第32話

 中庭に移動する。この学校の生徒はほとんどが教室や食堂で食べるので、この時間の中庭は人が少ない。

 わざわざ中庭を指定するぐらいだ。なにか大事な話でもあるのだろう。

 俺と駿は中庭に置かれたベンチに並んで腰掛ける。


「それで、わざわざ俺をこんなところに呼び出して何の話があるんだ」

「そんなに慌てなくてもいいだろー。飯食いながらでいいぞ」


 駿はそう言うと、弁当の包みを広げる。俺もそれに倣う。


「かーっ、美味え。やっぱり昼飯が一番美味いわ。なんで午前中ってあんなに腹減るんだろうな」


 駿は弁当をがっつきながら、快活に笑う。


「確かにな。学校にいると昼休みが待ち遠しくなる」

「お前のそれは氷岬さんの手作りだもんな。この幸せ者め」

「羨ましいかこの野郎」

「当たり前だろ」


 駿は俺の肩を小突いてくる。


「そんな幸せ者のお前が、どうして汐見さんと付き合い始めたんだ」

「っ⁉」


 しまった。咄嗟のことで素のリアクションをしてしまった。それで駿は確信しただろう。俺と汐見が付き合っていることを。

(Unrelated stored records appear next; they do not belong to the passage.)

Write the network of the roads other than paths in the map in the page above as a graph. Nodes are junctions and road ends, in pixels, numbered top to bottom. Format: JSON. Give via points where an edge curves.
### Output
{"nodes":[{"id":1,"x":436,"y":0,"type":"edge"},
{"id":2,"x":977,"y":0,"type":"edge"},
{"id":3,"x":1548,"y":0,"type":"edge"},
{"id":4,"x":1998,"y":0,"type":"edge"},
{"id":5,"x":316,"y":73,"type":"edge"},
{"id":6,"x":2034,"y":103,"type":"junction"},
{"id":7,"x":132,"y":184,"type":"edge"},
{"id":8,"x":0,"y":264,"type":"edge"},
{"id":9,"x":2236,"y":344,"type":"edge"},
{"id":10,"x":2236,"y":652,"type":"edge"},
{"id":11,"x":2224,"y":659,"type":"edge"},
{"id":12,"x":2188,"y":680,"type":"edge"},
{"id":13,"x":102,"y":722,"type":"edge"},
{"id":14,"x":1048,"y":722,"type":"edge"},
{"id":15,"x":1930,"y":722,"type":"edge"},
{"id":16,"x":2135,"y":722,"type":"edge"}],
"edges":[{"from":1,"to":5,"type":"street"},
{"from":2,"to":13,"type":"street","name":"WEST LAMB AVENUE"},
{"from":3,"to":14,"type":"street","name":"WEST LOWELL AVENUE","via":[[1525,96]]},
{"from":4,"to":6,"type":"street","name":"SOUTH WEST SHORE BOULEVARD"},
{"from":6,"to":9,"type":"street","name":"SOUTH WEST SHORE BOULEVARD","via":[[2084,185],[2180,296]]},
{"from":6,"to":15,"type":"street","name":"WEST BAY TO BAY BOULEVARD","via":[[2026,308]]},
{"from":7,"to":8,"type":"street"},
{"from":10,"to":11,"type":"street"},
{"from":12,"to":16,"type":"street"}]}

「隠そうとしなくてもいいじゃないか。俺とお前は親友だろ」


 にやりと笑う駿。誤魔化す機は逃したな。


「ああ、汐見と俺は付き合ってる。けど内緒にしてくれよ。汐見には二人の関係は秘密にしよって言われてるんだ」

「へーそうなのか。隠す気ないのかと思ってたけどな」

「どういう意味だよ」

「そのままの意味だよ。あれで隠そうとしているつもりだったことに驚きだね。勘のいい奴なら気付くんじゃねえの」


 失態だ。どうも汐見と付き合い始めてから周りが見えていないらしい。


「そんなにやばい?」

「やばいね。とうとう拓海が二股し始めたんじゃないかって思ったよ。実際そういう噂もあったし。用心しないとあっという間に噂になるぞ」


 駿は忠告してくれているのだ。うるさいと聞き流すのではなく、ありがたく聞き入れるべきだろう。


「それで、実際のところ俺が気になってるのは本当に二股してるのかってことだ」

「してない。氷岬と付き合ってるってのが嘘なんだ」

「まあ、だろうな。お前は汐見さん一筋だったから。そもそも急に氷岬さんと接点持ち出したのが謎だったし」


 駿は本当によく見ている。この親友には隠し事はできないと改めて思った。


「お前ら、一緒に住んでるだろ」


 出し抜けに、駿が核心を突いた。そこまで見抜かれてるならお手上げだ。

 俺は肩を落とし、溜め息を吐く。


「そんなにわかりやすかったか」

「まあこれはこの間お前停学になったじゃん。その時家に行ったら氷岬さんもいたじゃん。しかも俺たちが帰る時間になっても一向に帰る気配がなかったし。何よりお前の家の物の位置を把握しすぎてたな」

「待て。理由があるんだ」

「聞いてやるよ」


 駿は黙って耳を傾ける。俺は氷岬を拾うことになった事情を簡潔に話す。駿は口が堅い。周囲に漏らすようなことはないだろう。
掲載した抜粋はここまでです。